Set in France, nearly a decade after the failed student revolutions of May 1968, ‘Devil’ opens with two newspaper accounts of the death of the main character, Charles (Antoine Monnier). One states that it was a suicide, while another paper alleges a murder-suicide pact. The rest of the 90-minute film is filled with flashbacks to the six months prior to that event, covering seemingly unconnected episodes from Charles’ life. He’s inexplicably suicidal; some of his companions do their best to save him from depression, while others simply try to make money from his despair. His plight mirrors the general malaise of his generation, disillusioned in the aftermath of their failed uprising. They no longer speak of creation, peace, or a new world; they can only speak cynically of destruction, and the ease with which the masses can be manipulated.
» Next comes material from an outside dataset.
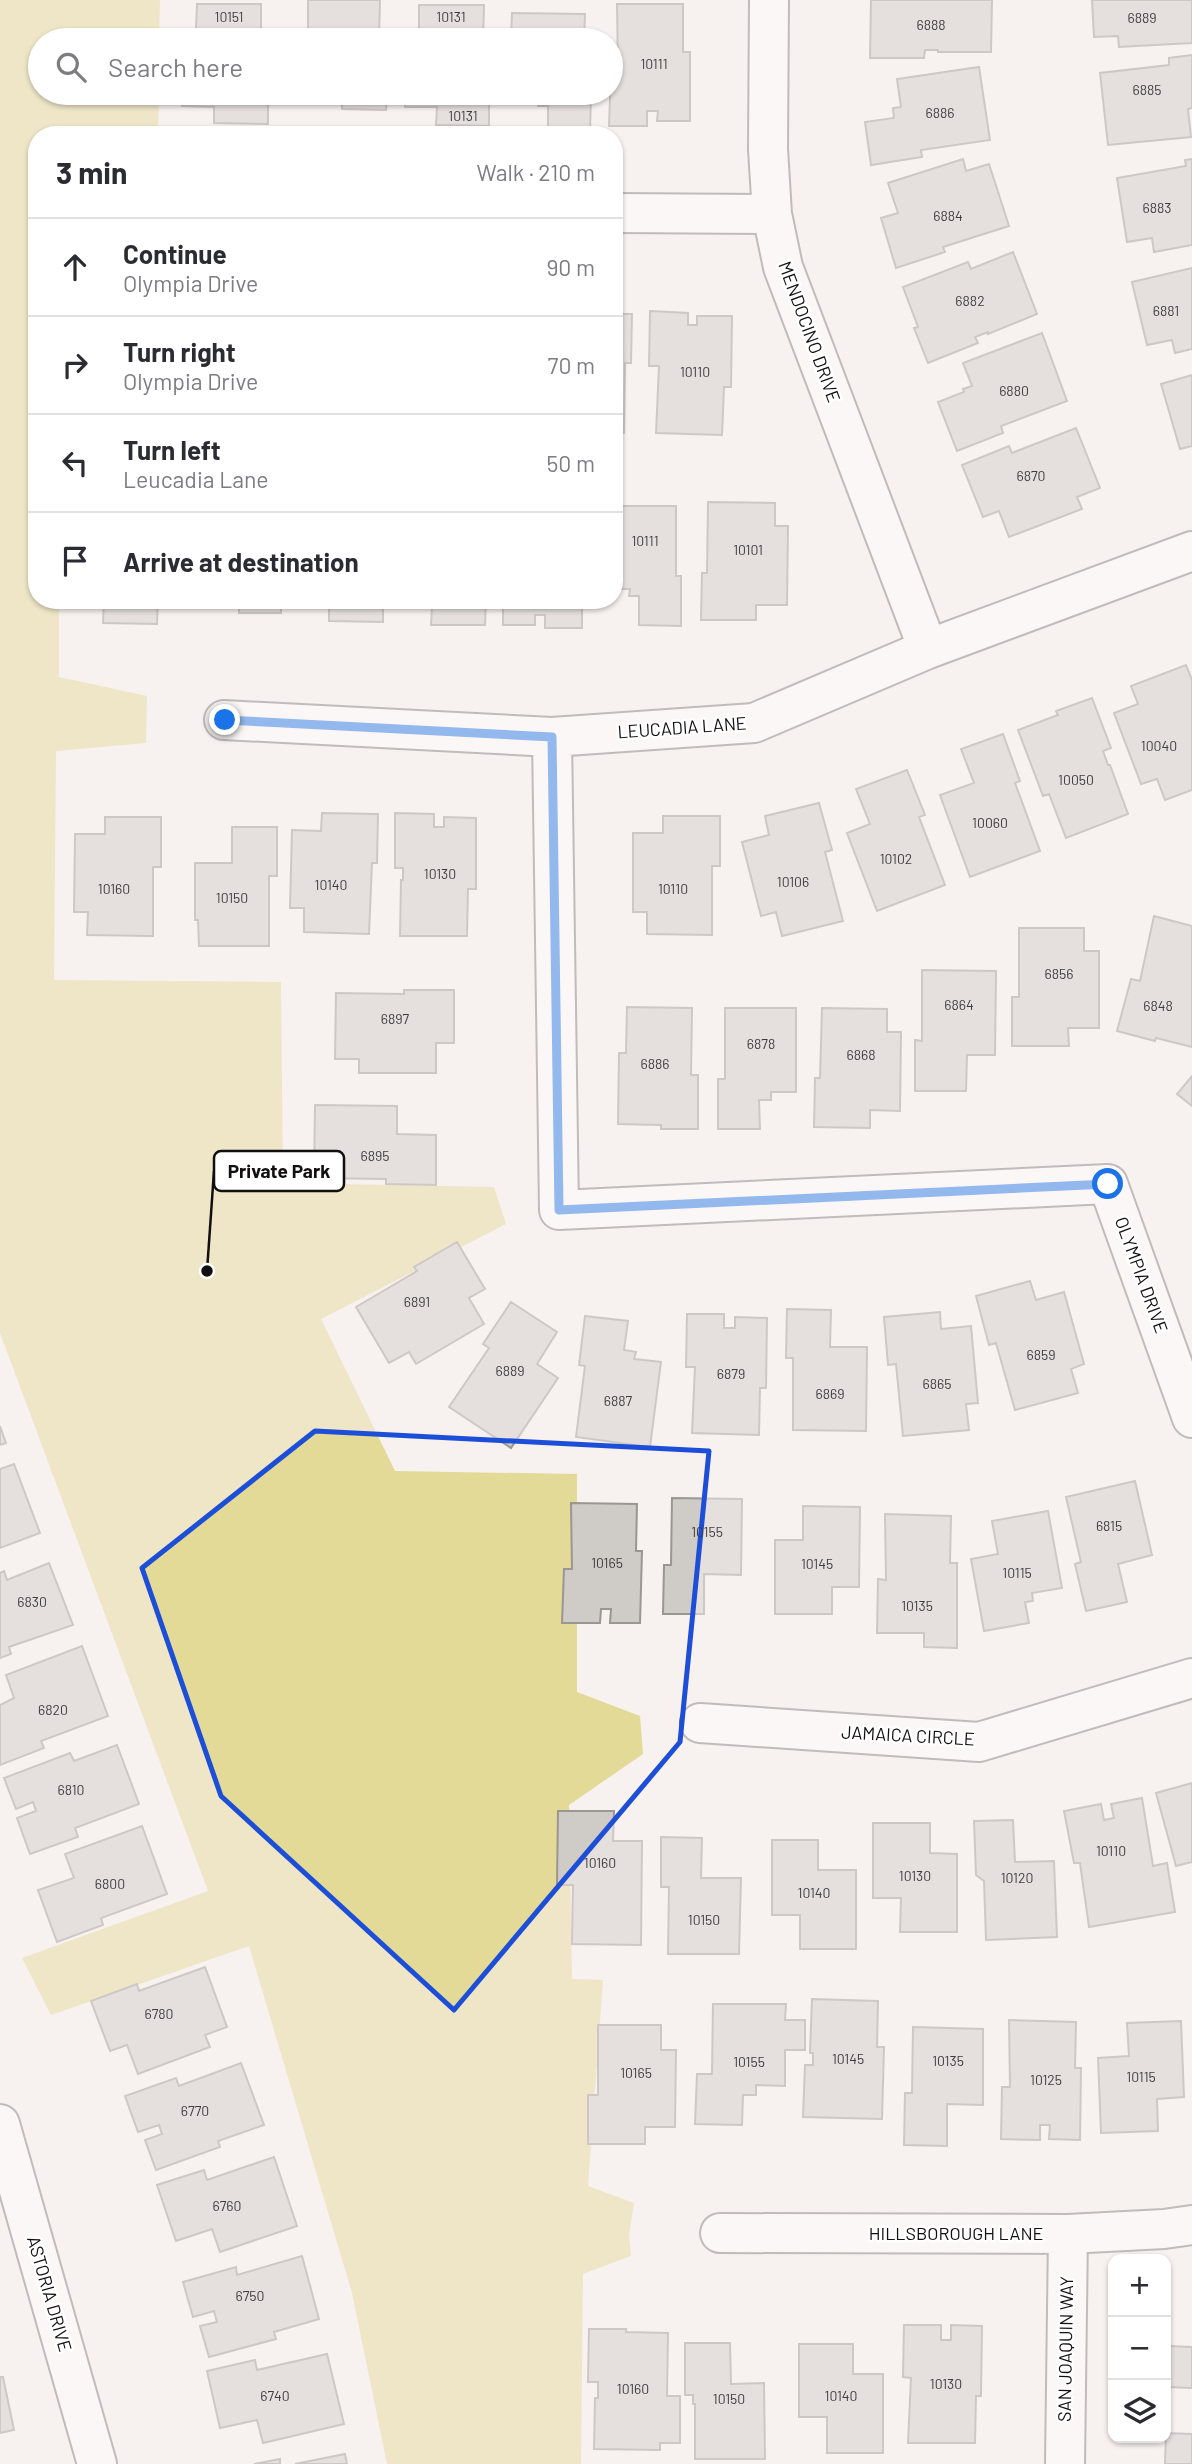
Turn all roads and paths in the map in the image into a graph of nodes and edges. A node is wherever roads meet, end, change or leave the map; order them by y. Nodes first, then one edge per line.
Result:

“The Devil Probably” is unrelenting, as Bresson himself has admitted, stating, "Of all my films, “The Devil Probably” is the most ghastly. But none of them are despairing." The writing, like the plot, feels unfocused at best and annoyingly didactic at worst. Often I can appreciate Bresson’s penchant for eliminating outcomes as a source of tension by showing us the effects before the cause. He typically crafts a story that creates its own tensions, regardless of the outcome. It’s the burning “hows” and “whys” that give the best of his films their dramatic punch, but ’Devil’s’ confounding plot dilutes focus and conceals the interior beauty so often displayed through his peculiar montages.